═════ Exercise materials ═════

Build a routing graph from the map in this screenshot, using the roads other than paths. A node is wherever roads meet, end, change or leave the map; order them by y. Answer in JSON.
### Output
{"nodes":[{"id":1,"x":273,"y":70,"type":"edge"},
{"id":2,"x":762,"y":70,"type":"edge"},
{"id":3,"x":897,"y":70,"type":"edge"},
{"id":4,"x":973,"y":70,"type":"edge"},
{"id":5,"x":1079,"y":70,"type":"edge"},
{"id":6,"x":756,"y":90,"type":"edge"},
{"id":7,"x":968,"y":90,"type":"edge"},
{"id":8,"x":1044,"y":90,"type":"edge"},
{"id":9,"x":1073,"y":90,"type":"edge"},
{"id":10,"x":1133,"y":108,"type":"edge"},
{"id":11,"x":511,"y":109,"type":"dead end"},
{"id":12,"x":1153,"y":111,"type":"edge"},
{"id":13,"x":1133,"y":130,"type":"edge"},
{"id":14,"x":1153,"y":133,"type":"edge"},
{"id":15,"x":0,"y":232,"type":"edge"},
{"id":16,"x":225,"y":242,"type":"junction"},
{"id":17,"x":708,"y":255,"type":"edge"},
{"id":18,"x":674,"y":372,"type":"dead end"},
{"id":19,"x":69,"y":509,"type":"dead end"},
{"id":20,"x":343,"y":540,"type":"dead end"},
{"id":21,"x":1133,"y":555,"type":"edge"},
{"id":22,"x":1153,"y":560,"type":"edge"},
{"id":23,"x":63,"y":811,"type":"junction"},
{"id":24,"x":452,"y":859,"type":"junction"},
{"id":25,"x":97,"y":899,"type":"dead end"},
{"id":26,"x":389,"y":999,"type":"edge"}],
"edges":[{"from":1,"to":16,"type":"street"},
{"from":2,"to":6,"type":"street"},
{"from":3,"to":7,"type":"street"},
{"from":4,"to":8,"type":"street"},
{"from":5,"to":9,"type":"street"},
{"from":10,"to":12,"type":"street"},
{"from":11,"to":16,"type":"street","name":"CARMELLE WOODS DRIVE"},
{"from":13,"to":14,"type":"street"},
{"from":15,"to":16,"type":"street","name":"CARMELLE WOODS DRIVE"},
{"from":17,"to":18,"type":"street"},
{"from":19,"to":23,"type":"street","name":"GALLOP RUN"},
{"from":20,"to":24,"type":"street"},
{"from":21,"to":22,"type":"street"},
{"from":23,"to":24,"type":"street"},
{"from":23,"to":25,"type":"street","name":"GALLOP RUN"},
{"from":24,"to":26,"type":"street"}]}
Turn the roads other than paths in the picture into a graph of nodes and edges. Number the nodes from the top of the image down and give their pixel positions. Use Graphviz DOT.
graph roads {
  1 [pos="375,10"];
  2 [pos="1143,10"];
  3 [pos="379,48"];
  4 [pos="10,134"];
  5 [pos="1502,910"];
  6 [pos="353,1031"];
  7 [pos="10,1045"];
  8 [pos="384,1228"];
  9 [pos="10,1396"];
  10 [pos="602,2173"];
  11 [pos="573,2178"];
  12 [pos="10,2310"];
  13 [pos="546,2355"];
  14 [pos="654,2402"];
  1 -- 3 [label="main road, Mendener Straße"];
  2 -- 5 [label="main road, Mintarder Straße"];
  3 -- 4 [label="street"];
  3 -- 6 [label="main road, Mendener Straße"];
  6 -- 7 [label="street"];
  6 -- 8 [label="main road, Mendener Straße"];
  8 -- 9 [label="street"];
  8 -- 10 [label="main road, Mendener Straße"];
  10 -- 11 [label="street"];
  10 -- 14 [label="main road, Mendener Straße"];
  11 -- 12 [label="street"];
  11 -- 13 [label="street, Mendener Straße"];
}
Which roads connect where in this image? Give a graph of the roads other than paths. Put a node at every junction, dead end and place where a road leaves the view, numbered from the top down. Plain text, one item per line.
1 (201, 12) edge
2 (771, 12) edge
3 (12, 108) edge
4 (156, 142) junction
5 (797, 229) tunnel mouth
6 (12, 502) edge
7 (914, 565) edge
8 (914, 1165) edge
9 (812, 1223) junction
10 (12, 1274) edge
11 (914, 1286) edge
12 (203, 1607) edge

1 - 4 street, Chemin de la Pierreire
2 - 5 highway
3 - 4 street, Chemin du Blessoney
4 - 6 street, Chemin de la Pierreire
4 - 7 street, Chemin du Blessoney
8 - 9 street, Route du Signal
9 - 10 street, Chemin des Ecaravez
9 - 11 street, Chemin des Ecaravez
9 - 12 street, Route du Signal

═════

## Required work
Every line above should be reproduced precisely.

## Answer area
Build a routing graph from the map in this screenshot, using the roads other than paths. A node is wherever roads meet, end, change or leave the map; order them by y. Answer in JSON.
### Output
{"nodes":[{"id":1,"x":273,"y":70,"type":"edge"},
{"id":2,"x":762,"y":70,"type":"edge"},
{"id":3,"x":897,"y":70,"type":"edge"},
{"id":4,"x":973,"y":70,"type":"edge"},
{"id":5,"x":1079,"y":70,"type":"edge"},
{"id":6,"x":756,"y":90,"type":"edge"},
{"id":7,"x":968,"y":90,"type":"edge"},
{"id":8,"x":1044,"y":90,"type":"edge"},
{"id":9,"x":1073,"y":90,"type":"edge"},
{"id":10,"x":1133,"y":108,"type":"edge"},
{"id":11,"x":511,"y":109,"type":"dead end"},
{"id":12,"x":1153,"y":111,"type":"edge"},
{"id":13,"x":1133,"y":130,"type":"edge"},
{"id":14,"x":1153,"y":133,"type":"edge"},
{"id":15,"x":0,"y":232,"type":"edge"},
{"id":16,"x":225,"y":242,"type":"junction"},
{"id":17,"x":708,"y":255,"type":"edge"},
{"id":18,"x":674,"y":372,"type":"dead end"},
{"id":19,"x":69,"y":509,"type":"dead end"},
{"id":20,"x":343,"y":540,"type":"dead end"},
{"id":21,"x":1133,"y":555,"type":"edge"},
{"id":22,"x":1153,"y":560,"type":"edge"},
{"id":23,"x":63,"y":811,"type":"junction"},
{"id":24,"x":452,"y":859,"type":"junction"},
{"id":25,"x":97,"y":899,"type":"dead end"},
{"id":26,"x":389,"y":999,"type":"edge"}],
"edges":[{"from":1,"to":16,"type":"street"},
{"from":2,"to":6,"type":"street"},
{"from":3,"to":7,"type":"street"},
{"from":4,"to":8,"type":"street"},
{"from":5,"to":9,"type":"street"},
{"from":10,"to":12,"type":"street"},
{"from":11,"to":16,"type":"street","name":"CARMELLE WOODS DRIVE"},
{"from":13,"to":14,"type":"street"},
{"from":15,"to":16,"type":"street","name":"CARMELLE WOODS DRIVE"},
{"from":17,"to":18,"type":"street"},
{"from":19,"to":23,"type":"street","name":"GALLOP RUN"},
{"from":20,"to":24,"type":"street"},
{"from":21,"to":22,"type":"street"},
{"from":23,"to":24,"type":"street"},
{"from":23,"to":25,"type":"street","name":"GALLOP RUN"},
{"from":24,"to":26,"type":"street"}]}
Turn the roads other than paths in the picture into a graph of nodes and edges. Number the nodes from the top of the image down and give their pixel positions. Use Graphviz DOT.
graph roads {
  1 [pos="375,10"];
  2 [pos="1143,10"];
  3 [pos="379,48"];
  4 [pos="10,134"];
  5 [pos="1502,910"];
  6 [pos="353,1031"];
  7 [pos="10,1045"];
  8 [pos="384,1228"];
  9 [pos="10,1396"];
  10 [pos="602,2173"];
  11 [pos="573,2178"];
  12 [pos="10,2310"];
  13 [pos="546,2355"];
  14 [pos="654,2402"];
  1 -- 3 [label="main road, Mendener Straße"];
  2 -- 5 [label="main road, Mintarder Straße"];
  3 -- 4 [label="street"];
  3 -- 6 [label="main road, Mendener Straße"];
  6 -- 7 [label="street"];
  6 -- 8 [label="main road, Mendener Straße"];
  8 -- 9 [label="street"];
  8 -- 10 [label="main road, Mendener Straße"];
  10 -- 11 [label="street"];
  10 -- 14 [label="main road, Mendener Straße"];
  11 -- 12 [label="street"];
  11 -- 13 [label="street, Mendener Straße"];
}
Which roads connect where in this image? Give a graph of the roads other than paths. Put a node at every junction, dead end and place where a road leaves the view, numbered from the top down. Plain text, one item per line.
1 (201, 12) edge
2 (771, 12) edge
3 (12, 108) edge
4 (156, 142) junction
5 (797, 229) tunnel mouth
6 (12, 502) edge
7 (914, 565) edge
8 (914, 1165) edge
9 (812, 1223) junction
10 (12, 1274) edge
11 (914, 1286) edge
12 (203, 1607) edge

1 - 4 street, Chemin de la Pierreire
2 - 5 highway
3 - 4 street, Chemin du Blessoney
4 - 6 street, Chemin de la Pierreire
4 - 7 street, Chemin du Blessoney
8 - 9 street, Route du Signal
9 - 10 street, Chemin des Ecaravez
9 - 11 street, Chemin des Ecaravez
9 - 12 street, Route du Signal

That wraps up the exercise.